Com o apoio do governador Sérgio Cabral, brotaria a candidatura do seu secretário de Segurança, José Mariano Beltrame.
Falta combinar com o atual prefeito, Eduardo Paes, que planeja a própria reeleição. Dependendo do cacife político de Cabral até o final deste ano, isso pode ser fácil.
PERIGO
Se o vice-presidente Michel Temer insistir em circular pelas ruas de São Paulo com batedores, um dia terá desagradáveis surpresas ao pisar numa calçada da choldra.
DILMA MANDOU
Podem ser injustas as críticas feitas ao Ministério da Saúde por ter reduzido o valor de alguns tratamentos na rede do SUS. No caso da quimioterapia a que se submeteu Dilma Rousseff, a tabela baixou de R$ 6.804 para R$ 6.164. Isso teria acontecido porque o governo conseguiu baixar o preço de diversos medicamentos.
A droga mais cara nesse tratamento é o rituximab (R$ 8.427 por 500 miligramas de uma marca de fantasia, no varejo). Até 2009, quando Dilma Rousseff começou seu tratamento, o medicamento não era coberto pelo SUS. Ela mandou incluí-lo.
Precisa-se de uma madrinha para que o SUS dê cobertura à outra droga, para mulheres com câncer de mama.
RISCO ENEM 3.0
O Ministério da Educação trabalha num projeto chamado UCA (Um Computador por Aluno). Prevê a entrega de 150 mil laptops em 300 escolas públicas. Funciona como piloto, mas tem o eterno componente megalomaníaco dos educatecas. Trata-se de distribuir máquinas que saem a R$ 500 cada uma, na suposição de que um gênio em Brasília pode decidir qual modelo, de qual marca, pode suprir um projeto desse tamanho.

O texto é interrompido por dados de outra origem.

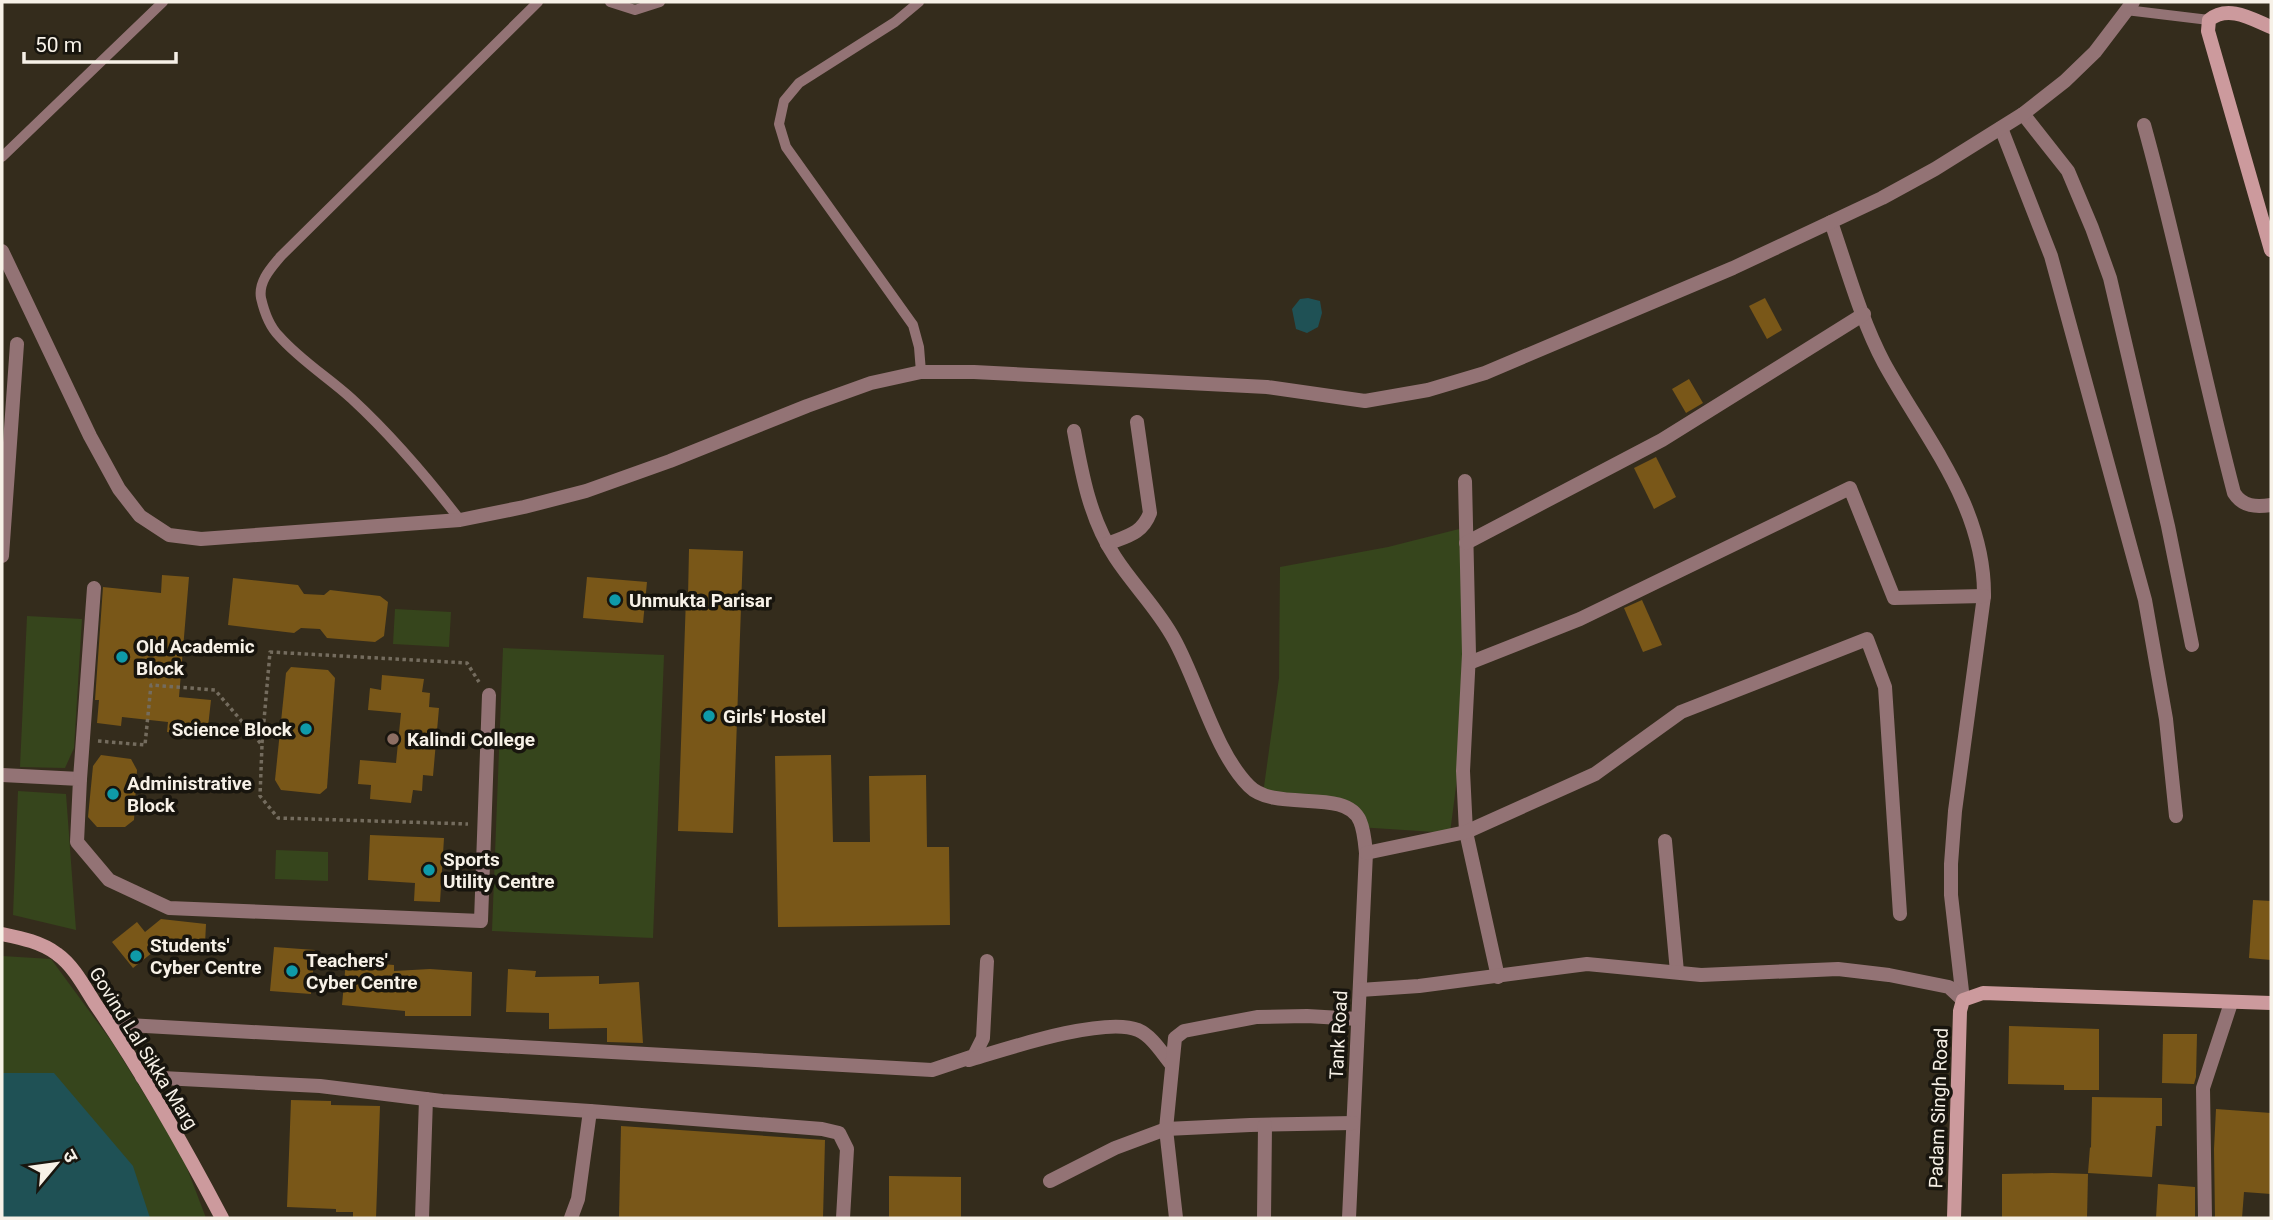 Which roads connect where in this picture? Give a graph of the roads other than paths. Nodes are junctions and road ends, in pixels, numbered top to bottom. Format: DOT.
graph roads {
  1 [pos="163,2"];
  2 [pos="538,2"];
  3 [pos="610,2"];
  4 [pos="660,2"];
  5 [pos="919,2"];
  6 [pos="2125,4"];
  7 [pos="2209,25"];
  8 [pos="2271,27"];
  9 [pos="2023,114"];
  10 [pos="2144,125"];
  11 [pos="2001,128"];
  12 [pos="2,157"];
  13 [pos="1831,222"];
  14 [pos="2271,250"];
  15 [pos="2,251"];
  16 [pos="1864,314"];
  17 [pos="17,344"];
  18 [pos="921,372"];
  19 [pos="1138,422"];
  20 [pos="1074,431"];
  21 [pos="5,474"];
  22 [pos="1465,481"];
  23 [pos="2271,505"];
  24 [pos="460,520"];
  25 [pos="1466,543"];
  26 [pos="1107,544"];
  27 [pos="2,556"];
  28 [pos="94,588"];
  29 [pos="1984,596"];
  30 [pos="2192,645"];
  31 [pos="1469,663"];
  32 [pos="489,695"];
  33 [pos="2,775"];
  34 [pos="80,779"];
  35 [pos="2176,816"];
  36 [pos="1466,832"];
  37 [pos="1665,841"];
  38 [pos="1366,853"];
  39 [pos="1900,914"];
  40 [pos="2,934"];
  41 [pos="987,961"];
  42 [pos="1678,972"];
  43 [pos="1498,976"];
  44 [pos="1360,990"];
  45 [pos="1963,1000"];
  46 [pos="2231,1003"];
  47 [pos="2271,1003"];
  48 [pos="1359,1019"];
  49 [pos="110,1024"];
  50 [pos="958,1063"];
  51 [pos="1172,1065"];
  52 [pos="142,1077"];
  53 [pos="426,1099"];
  54 [pos="590,1111"];
  55 [pos="1353,1123"];
  56 [pos="1265,1125"];
  57 [pos="1166,1129"];
  58 [pos="1050,1181"];
  59 [pos="222,1218"];
  60 [pos="422,1218"];
  61 [pos="571,1218"];
  62 [pos="843,1218"];
  63 [pos="1176,1218"];
  64 [pos="1264,1218"];
  65 [pos="1349,1218"];
  66 [pos="1954,1218"];
  67 [pos="2205,1218"];
  1 -- 12 [label="lane"];
  2 -- 24 [label="lane"];
  3 -- 4 [label="lane"];
  5 -- 18 [label="lane"];
  6 -- 7 [label="lane"];
  6 -- 9 [label="street"];
  7 -- 8 [label="street"];
  7 -- 14 [label="street"];
  9 -- 11 [label="street"];
  9 -- 30 [label="street"];
  10 -- 23 [label="street"];
  11 -- 13 [label="street"];
  11 -- 35 [label="street"];
  13 -- 16 [label="street"];
  13 -- 18 [label="street"];
  15 -- 24 [label="street"];
  16 -- 25 [label="street"];
  16 -- 29 [label="street"];
  17 -- 21 [label="street"];
  18 -- 24 [label="street"];
  19 -- 26 [label="street"];
  20 -- 26 [label="street"];
  21 -- 27 [label="street"];
  22 -- 25 [label="street"];
  25 -- 31 [label="street"];
  26 -- 38 [label="street, Tank Road"];
  28 -- 34 [label="street"];
  29 -- 31 [label="street"];
  29 -- 45 [label="street"];
  31 -- 36 [label="street"];
  32 -- 34 [label="street"];
  33 -- 34 [label="street"];
  36 -- 38 [label="street"];
  36 -- 39 [label="street"];
  36 -- 43 [label="street"];
  37 -- 42 [label="street"];
  38 -- 44 [label="street, Tank Road"];
  40 -- 49 [label="street, Govind Lal Sikka Marg"];
  41 -- 50 [label="street"];
  42 -- 43 [label="street"];
  42 -- 45 [label="street"];
  43 -- 44 [label="street"];
  44 -- 48 [label="street, Tank Road"];
  45 -- 46 [label="street"];
  45 -- 66 [label="street, Padam Singh Road"];
  46 -- 47 [label="street"];
  46 -- 67 [label="street"];
  48 -- 51 [label="street"];
  48 -- 55 [label="street, Tank Road"];
  49 -- 50 [label="street"];
  49 -- 52 [label="street, Govind Lal Sikka Marg"];
  50 -- 51 [label="street"];
  51 -- 57 [label="street"];
  52 -- 53 [label="street"];
  52 -- 59 [label="street, Govind Lal Sikka Marg"];
  53 -- 54 [label="street"];
  53 -- 60 [label="street"];
  54 -- 61 [label="street"];
  54 -- 62 [label="street"];
  55 -- 56 [label="street"];
  55 -- 65 [label="street, Tank Road"];
  56 -- 57 [label="street"];
  56 -- 64 [label="street"];
  57 -- 58 [label="street"];
  57 -- 63 [label="street"];
} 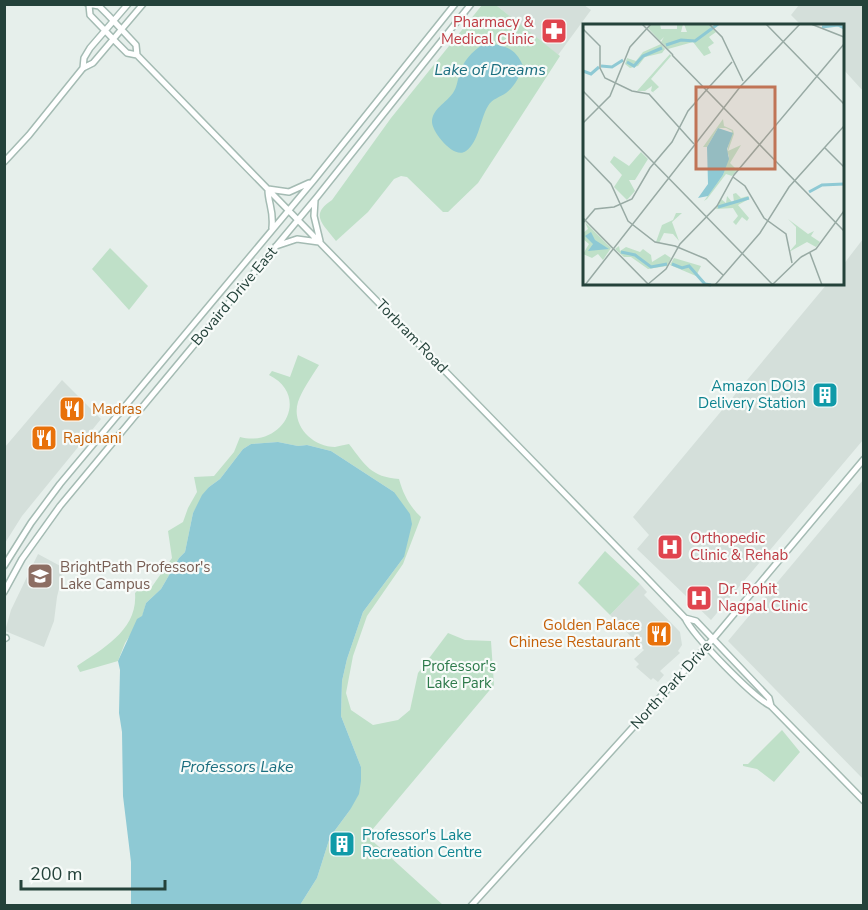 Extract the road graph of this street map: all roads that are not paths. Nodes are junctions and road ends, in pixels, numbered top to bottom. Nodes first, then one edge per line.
1 (128, 4) edge
2 (143, 4) edge
3 (455, 4) edge
4 (471, 4) edge
5 (88, 5) edge
6 (114, 22) junction
7 (122, 30) junction
8 (106, 32) junction
9 (114, 40) junction
10 (137, 55) junction
11 (83, 68) junction
12 (4, 162) edge
13 (314, 180) junction
14 (268, 189) junction
15 (316, 198) junction
16 (288, 210) junction
17 (297, 219) junction
18 (271, 229) junction
19 (320, 242) junction
20 (275, 247) junction
21 (864, 459) edge
22 (4, 566) edge
23 (4, 592) edge
24 (685, 618) junction
25 (713, 639) junction
26 (707, 645) junction
27 (771, 706) junction
28 (864, 801) edge
29 (471, 906) edge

Desde a licitação dos laptops, fechada em janeiro ano ano passado, surgiram o iPad e toda uma geração de tabuletas. Nos Estados Unidos elas começaram a invadir os colégios, custam caro, mas estão barateando.
A mania de grandeza centralizadora pôs no ar um risco do tipo-Enem. Os educatecas poderiam pensar se não é preferível montar redes capazes de operar quaisquer tipos de máquinas credenciadas por um programa do MEC. Cada família receberia um vale e compraria o que preferisse.